Quase mil operacionais no terreno. Fogo de Proença-a-Nova sem frentes ativas

As chamas já terão consumido uma área muito próxima dos 15 mil hectares.

O fogo que começou no último domingo em Proença-a-Nova e que está a destruir uma vasta área florestal da Beira Baixa já não tem frentes ativas.

Na manhã desta terça-feira, o comandante Belo Costa, da Autoridade Nacional de Emergência e Proteção Civil deu conta de que 90% do perímetro do fogo está já dominado.

"Os trabalhos decorrem muito favoravelmente. Eu diria que a situação está muito favorável. Ainda não podemos dar o incêndio como dominado, porque ainda temos pequenos pontos quentes que carecem de uma atenção e de um trabalho muito dedicado, que não nos permitem ainda dar a situação como incêndio dominado", afirmou.

O responsável explicou que "não há propriamente nenhuma frente com as chamas ativas".

A Autoridade Nacional de Emergência e Proteção Civil (ANEPC) contava dominar o incêndio que alastrou aos concelhos de Oleiros e Castelo Branco durante a madrugada, mas não conseguiu.

O presidente da câmara de Oleiros, Fernando Jorge, dá uma explicação simples: já não há mais nada para arder.

"O concelho está todo negro, todo preto.

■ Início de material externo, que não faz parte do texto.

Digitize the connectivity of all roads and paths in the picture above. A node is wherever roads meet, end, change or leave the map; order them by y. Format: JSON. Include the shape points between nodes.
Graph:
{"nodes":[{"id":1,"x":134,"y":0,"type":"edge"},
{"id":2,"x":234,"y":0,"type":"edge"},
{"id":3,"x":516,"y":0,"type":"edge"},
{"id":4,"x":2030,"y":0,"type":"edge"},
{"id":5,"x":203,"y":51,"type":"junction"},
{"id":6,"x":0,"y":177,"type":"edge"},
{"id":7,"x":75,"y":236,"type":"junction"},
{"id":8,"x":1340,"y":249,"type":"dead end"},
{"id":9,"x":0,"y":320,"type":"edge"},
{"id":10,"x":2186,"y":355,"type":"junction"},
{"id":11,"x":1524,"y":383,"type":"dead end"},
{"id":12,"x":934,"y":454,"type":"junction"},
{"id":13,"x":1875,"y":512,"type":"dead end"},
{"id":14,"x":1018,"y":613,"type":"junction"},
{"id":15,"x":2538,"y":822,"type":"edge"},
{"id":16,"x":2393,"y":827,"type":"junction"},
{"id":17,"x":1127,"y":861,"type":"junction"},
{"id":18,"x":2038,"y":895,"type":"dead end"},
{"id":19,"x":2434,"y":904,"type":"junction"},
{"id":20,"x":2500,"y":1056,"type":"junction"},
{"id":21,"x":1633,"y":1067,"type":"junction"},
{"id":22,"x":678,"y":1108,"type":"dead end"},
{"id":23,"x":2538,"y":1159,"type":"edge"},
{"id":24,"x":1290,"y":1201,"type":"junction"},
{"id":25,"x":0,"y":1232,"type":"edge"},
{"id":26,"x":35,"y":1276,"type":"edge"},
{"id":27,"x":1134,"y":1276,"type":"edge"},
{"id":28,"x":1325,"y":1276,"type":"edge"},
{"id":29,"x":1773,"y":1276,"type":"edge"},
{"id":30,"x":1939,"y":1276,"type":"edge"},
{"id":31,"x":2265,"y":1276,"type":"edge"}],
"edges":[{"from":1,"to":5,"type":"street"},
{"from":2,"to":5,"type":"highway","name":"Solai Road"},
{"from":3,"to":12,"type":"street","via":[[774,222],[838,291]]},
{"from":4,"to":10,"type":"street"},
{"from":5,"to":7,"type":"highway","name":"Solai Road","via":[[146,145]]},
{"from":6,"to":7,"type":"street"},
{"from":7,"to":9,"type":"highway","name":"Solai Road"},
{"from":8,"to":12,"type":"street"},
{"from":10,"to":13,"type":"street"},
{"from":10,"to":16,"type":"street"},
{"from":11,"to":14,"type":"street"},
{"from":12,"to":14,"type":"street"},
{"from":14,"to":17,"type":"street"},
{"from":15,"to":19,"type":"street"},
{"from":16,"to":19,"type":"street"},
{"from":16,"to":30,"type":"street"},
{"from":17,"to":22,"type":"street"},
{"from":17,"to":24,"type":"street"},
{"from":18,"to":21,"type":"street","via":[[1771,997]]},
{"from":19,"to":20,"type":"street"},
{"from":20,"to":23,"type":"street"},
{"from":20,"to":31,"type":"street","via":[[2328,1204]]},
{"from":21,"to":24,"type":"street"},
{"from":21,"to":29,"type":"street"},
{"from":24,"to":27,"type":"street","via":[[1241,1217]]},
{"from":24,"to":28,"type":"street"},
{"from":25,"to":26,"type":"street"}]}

É desolador", lamenta o autarca. "Em 24 horas passou do verde ao preto, foi pintado de preto."

Quase mil operacionais combatem, esta terça-feira, o fogo que chegou a ter três frentes de fogo durante toda a madrugada.

"Vai ser um dia de intenso trabalho, nestes pontos quentes muito fragmentados em todo o perímetro de incêndio, sendo que os setores que ficaram em condições mais favoráveis e onde ainda estão a ser feitos trabalhos de consolidação e de extinção são os setores mais a norte do incêndio, todos eles no concelho de Oleiros", vaticina.

No encontro com os jornalistas, o responsável disse ainda esperar que, "lá mais para o final do dia, início da noite", o fogo possa "chegar à situação de dominado".

"Estamos numa situação extraordinariamente favorável, estamos com a situação muito controlada. Não esperamos vir a ter surpresas relativamente a eventuais progressões mais violentas, mas, ainda assim, não temos todo o perímetro, como desejaríamos, completamente extinto", concluiu.

O incêndio deflagrou às 19h11 de domingo na localidade Conqueiros, concelho de Proença-a-Nova, e alastrou aos concelhos de Castelo Branco e Oleiros.

É em Oleiros que a situação mais preocupa, tendo na segunda-feira sido retiradas 33 pessoas de povoações do concelho que estavam ameaçadas pelas chamas e por precaução.